We adapt the numbering such that x₁ ≤ x₂. The intersections between the curves y = ϕ_i(x) and y = γ_ix, i = 1, 2, and y = ϕ₁ (x) + ϕ₂ (x) and y = γx define the solutions x₁, x₂ and x₁₂, respectively. We consider three cases separately.

1. The case ${\varphi }_i^{\prime }(x)<0,i=1,2$. Assume x₁₂ ≥ x₁ + x₂. Then

   $$\begin{array}{lll}\gamma x_{12}& =& {\varphi }_1(x_{12})+{\varphi }_2(x_{12})\le {\varphi }_1(x_1+x_2)+{\varphi }_2(x_1+x_2)\\ & <& {\varphi }_1(x_1)+{\varphi }_2(x_2)={\gamma }_1{x}_1+{\gamma }_2{x}_2=\gamma (x_1+x_2),\end{array}$$

   contradicting the assumption. Thus, x₁₂ < x₁ + x₂.
   Then assume x₁₂ ≤ x₁. This leads to

   $$\begin{array}{lll}\gamma x_{12}& \ge & {\varphi }_1(x_1)+{\varphi }_2(x_1)\\ & >& {\varphi }_1(x_1)+{\varphi }_2(x_2)=\gamma (x_1+x_2)>\gamma x_{12},\end{array}$$

   which is impossible.
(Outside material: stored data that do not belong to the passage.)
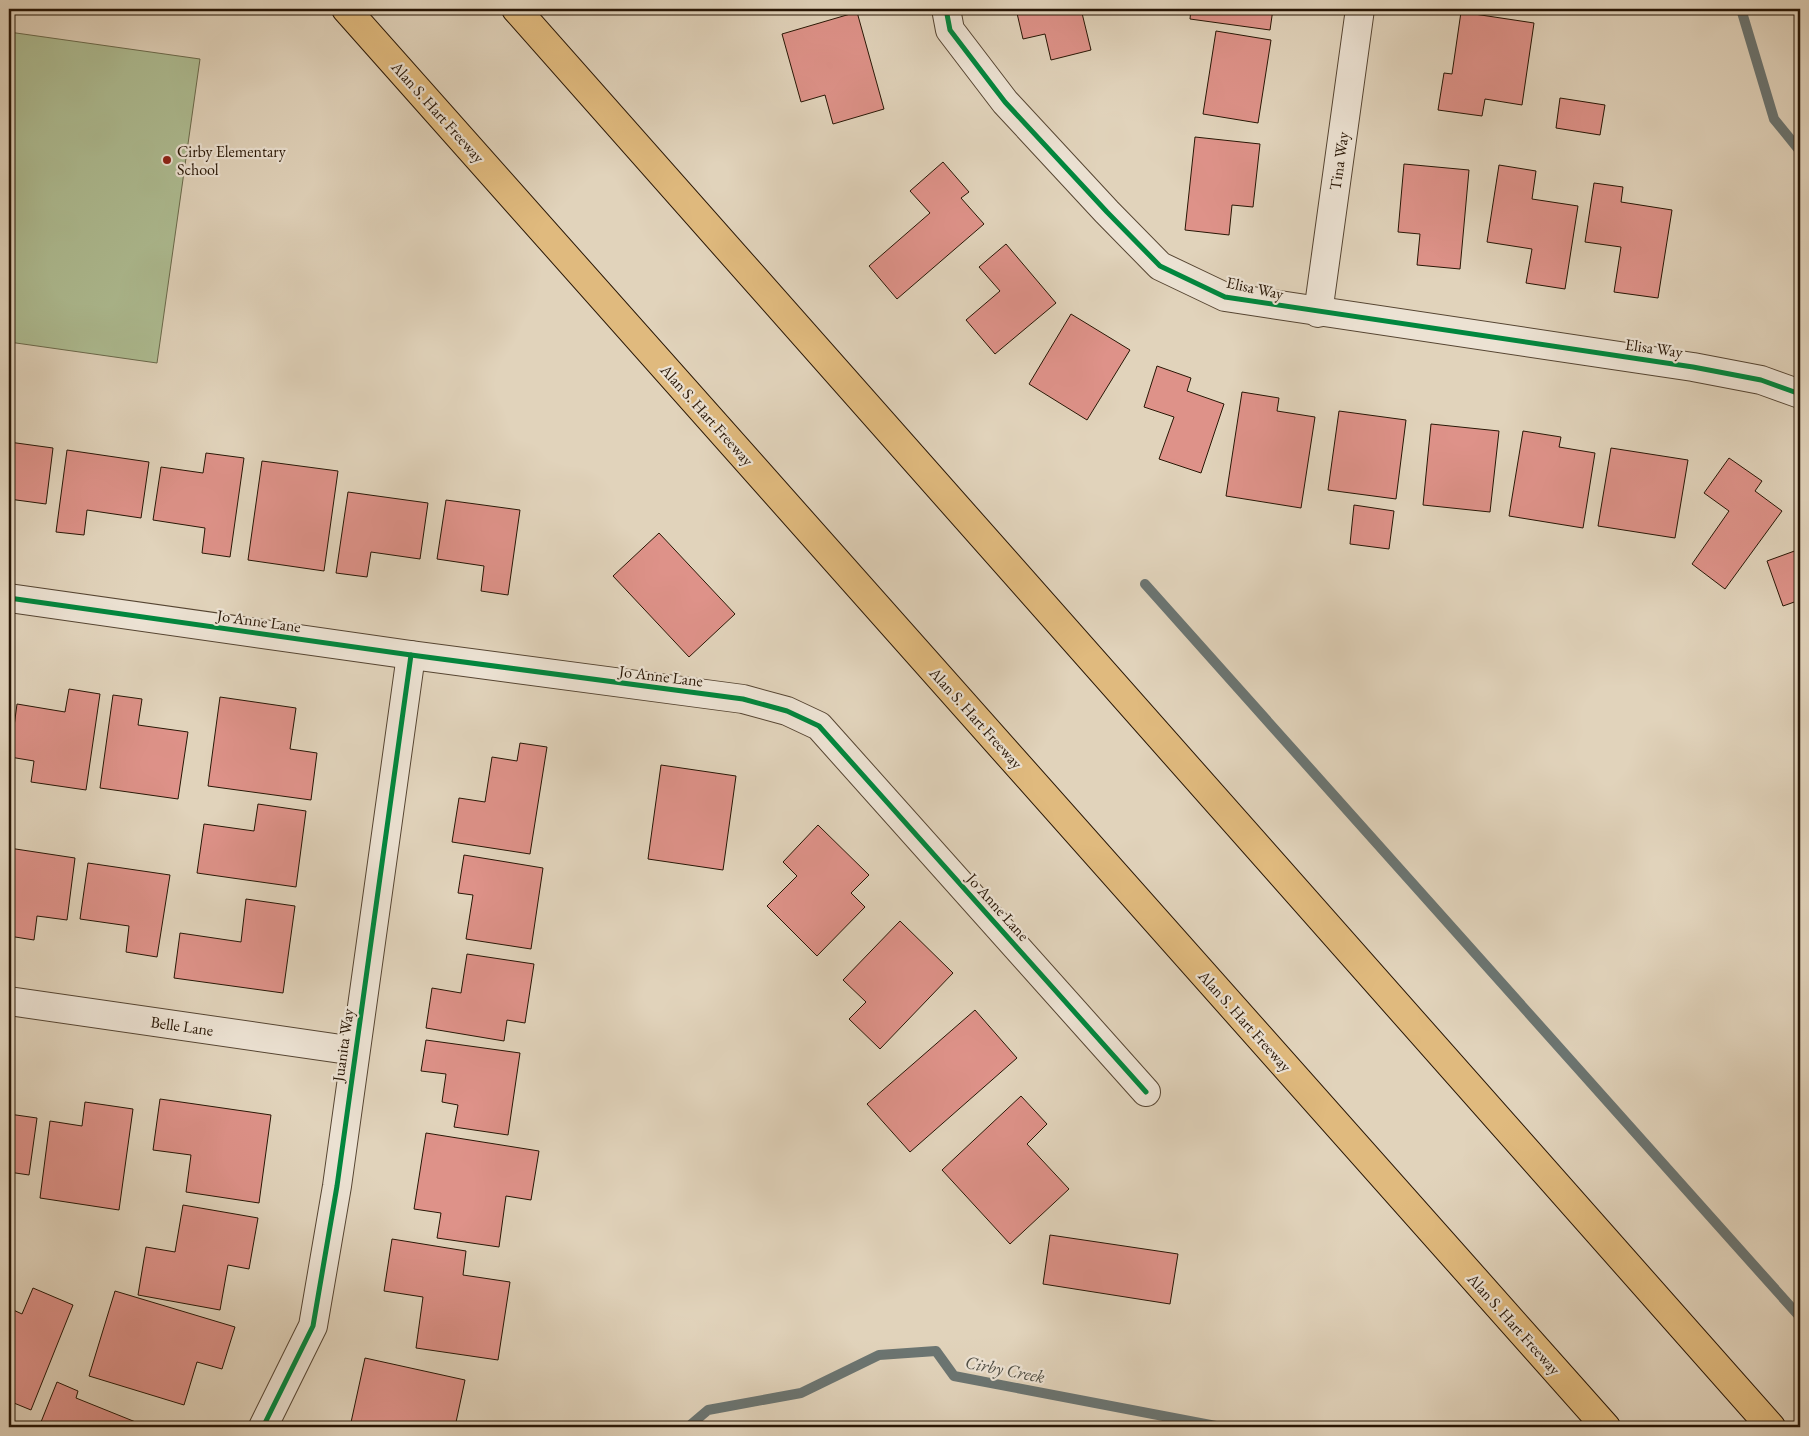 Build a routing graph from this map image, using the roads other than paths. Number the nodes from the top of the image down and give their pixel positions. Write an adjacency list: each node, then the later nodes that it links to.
1 (346, 9): 13 (highway, Alan S. Hart Freeway)
2 (516, 9): 14 (highway)
3 (946, 9): 5 (street, Elisa Way)
4 (1360, 9): 5 (street, Tina Way)
5 (1318, 312): 6 (street, Elisa Way)
6 (1800, 394)
7 (9, 598): 8 (street, Jo Anne Lane)
8 (410, 656): 10 (street, Juanita Way); 11 (street, Jo Anne Lane)
9 (9, 1001): 10 (street, Belle Lane)
10 (355, 1051): 12 (street, Juanita Way)
11 (1146, 1092)
12 (263, 1427)
13 (1606, 1427)
14 (1771, 1427)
Thus, x₁₂ > x₁. In passing we note that it is not possible to draw a definite conclusion about which is the larger of γ₁ and γ₂.

   The case $0<{\varphi }_i^{\prime }(x)<{\gamma }_i$, i = 1, 2. In this case, too, existence of x₁₂ has to be assumed. The three curves y = ϕ₁ (x), y = ϕ₂(x), and y = ϕ₁₂ (x) intersect the lines y = γ₁ x, y = γ₂x and y = γx, respectively, from above as in case 1. Then ϕ₁₂(x₁ + x₂) > ϕ₁(x₁) + ϕ₂(x₂) = γ₁x₁ + γ₂x₂ = γ(x₁ + x₂). This implies that in x = x₁ + x₂, ϕ₁₂(x) > γx, from which it follows that in this point the curve y = ϕ₁₂(x) lies above the line y = γx. Therefore the intersection x₁₂ lies to the right of x₁ + x₂, i.e. x₁₂ > x₁ + x₂.

2. The case ${\varphi }_i^{\prime }(x)>{\gamma }_i$, i = 1,2. The existence of x₁₂ is not ensured, but we have assumed it exists. In this case ${\varphi }_{12}^{\prime }(x)>{\gamma }_1+{\gamma }_2>\gamma$, and the three curves intersect the corresponding lines from below. As ϕ₁₂(x) > ϕ_i(x), it follows that ϕ_i(x_i) > γ_ix_i. Assume γ₁ < γ₂. Thus, in both points x₁ and x₂, ϕ₁₂(x) > γx. This implies that x₁₂ < x₁, x₁₂ < x₂, thus x₁₂ < x₁ + x₂. The case γ₂ < γ₁ goes likewise.